Nick Hornby is one of my favourite authors. That’s mostly due to his 2005 novel A Long Way Down, which should be compulsory reading for everyone who’s ever considered suicide, even as the remotest of all possible possibilities. And his other books aren’t too shabby either. (With the exception of Fever Pitch, which is non-fiction anyway and of which I never managed to read more than two pages. Football… what more need I say?)
Now: Juliet, Naked.
The story revolves around three characters: Duncan, a teacher in his early forties obsessed with Tucker Crowe, an 80’s singer/songwriter; Annie, Duncan’s girlfriend of fifteen years; and finally Tucker Crowe himself, now no longer a musician but a recluse and father of five. Fairly in the beginning of the book we realize that Duncan knows more about Tucker than is good for him and that, mostly because of the Tucker issue, his relationship with Annie had a definite expiry date. I’m not spoiling much when I say that the two will break up fairly early in the book and that Annie will get to know Tucker Crowe. And that’s all I’ll say about the plot, for despite all the criticism that I’ll heap upon the book in just a minute, it’s still a very good book and you might do well to consider giving it a read.
Now. If Juliet, Naked is such a jolly good read, why do I speak of criticism?
For one thing, because of bad marketing. Just like Shyamalan’s The Village got sold as an all-out horror movie (which it isn’t), this book gets sold as … ehm… something that it is not. Okay, maybe I’m being a bit too hard on Hornby and the marketing department of Penguin/Viking here. I thought, from the jacket text, that the book would be about Tucker and Annie, not necessarily in a romantic sense, but in a talking-with-each-other sense. And it is, but only on the last hundred pages or so. Before that, it’s mostly either Annie or Duncan or Tucker sitting in a corner and being miserable. Erm… I’m being unfair again, they’re not miserable, which seems to me to imply postmodern yack about how incomprehensible and unfair the world is. The protagonists are sarcastic, doubtful, often witty as they wonder about their lives and where they would be today if things had gone a little differently for them.
This is not a bad thing, per se. If I could change only one thing about the book I would tone Annie’s incessant whining about her state of childlessness down a bit. That’s about it.

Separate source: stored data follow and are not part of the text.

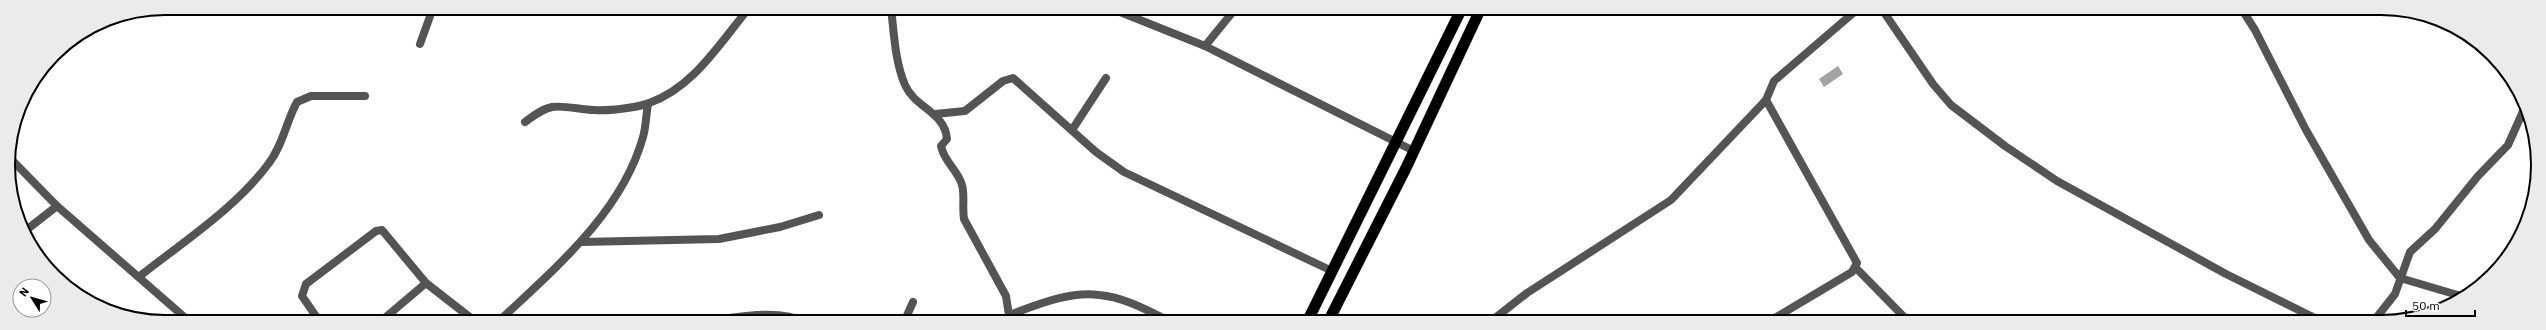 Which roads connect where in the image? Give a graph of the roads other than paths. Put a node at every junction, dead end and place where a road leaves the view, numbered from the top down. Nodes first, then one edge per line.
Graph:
1 (430, 15) edge
2 (743, 15) edge
3 (892, 15) edge
4 (1128, 15) edge
5 (1230, 15) edge
6 (1459, 15) edge
7 (1478, 15) edge
8 (1851, 15) edge
9 (1886, 15) edge
10 (2245, 15) edge
11 (420, 44) dead end
12 (1205, 46) junction
13 (1106, 78) dead end
14 (365, 96) dead end
15 (1766, 100) junction
16 (648, 104) junction
17 (935, 114) junction
18 (2522, 115) edge
19 (525, 122) dead end
20 (1072, 130) junction
21 (1397, 142) junction
22 (1414, 151) junction
23 (15, 164) edge
24 (57, 206) junction
25 (819, 215) dead end
26 (29, 228) edge
27 (580, 242) junction
28 (1856, 268) junction
29 (1332, 271) junction
30 (140, 276) junction
31 (2400, 278) junction
32 (426, 283) junction
33 (2457, 294) edge
34 (913, 302) dead end
35 (182, 315) edge
36 (315, 315) edge
37 (388, 315) edge
38 (467, 315) edge
39 (505, 315) edge
40 (907, 315) edge
41 (1009, 315) edge
42 (1016, 315) edge
43 (1155, 315) edge
44 (1310, 315) edge
45 (1332, 315) edge
46 (1499, 315) edge
47 (1780, 315) edge
48 (1902, 315) edge
49 (2309, 315) edge
50 (2379, 315) edge

1 - 11 street
2 - 16 street
3 - 17 street
4 - 12 street
5 - 12 street
6 - 21 highway
7 - 22 highway
8 - 15 street
9 - 49 street
10 - 31 street
12 - 21 street
13 - 20 street
14 - 30 street
15 - 28 street
15 - 46 street
16 - 19 street
16 - 27 street
17 - 20 street
17 - 41 street
18 - 31 street
20 - 29 street
21 - 22 street
21 - 29 highway
22 - 45 highway
23 - 24 street
24 - 26 street
24 - 30 street
25 - 27 street
27 - 39 street
28 - 47 street
28 - 48 street
29 - 44 highway
30 - 35 street
31 - 33 street
31 - 50 street
32 - 36 street
32 - 37 street
32 - 38 street
34 - 40 street
42 - 43 street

If I could change two things I’d have her meet Tucker sooner. Because Tucker is the most fun character in the book, but he needs a conversational counterpart to realise his true potential for awesomeness. The clashing of rock-star and museum curator, of British middle-class and American wash-out, that’s where the book gets really brilliant. And there’s not enough of that.
I read Juliet, Naked in two sittings and after finishing the first at page 154 I wasn’t sure if I liked the book. Then I read the second part and I loved it. That’s just a warning. Give it some time.
One review I read basically said that the book was okay, only Tucker wasn’t a very interesting character and why didn’t Nick Hornby try to be a bit more mysterious and twisty. I think that woman needs her head examined.
Lately I’m reading and hearing a lot of reviews that essentially demand that every book read like an episode of Lost. Now, twists are all good and fine in their right place. I’m sure crime fiction would be poorer if every novel told you who dunnit in the very first paragraph. (Some do, and are better for it. The attraction of rare things, I assume.) But the attraction in novels like Juliet, Naked doesn’t lie in the answer to the question of who will sleep with whom because of what. Novels like this one are beautiful because we get to examine the motivations behind what the characters do, in seeing their journey, their evolution. And that is made all the sweeter if you can see all the elements from the very start. This is not a flaw, Miss Myerson, it’s perfection.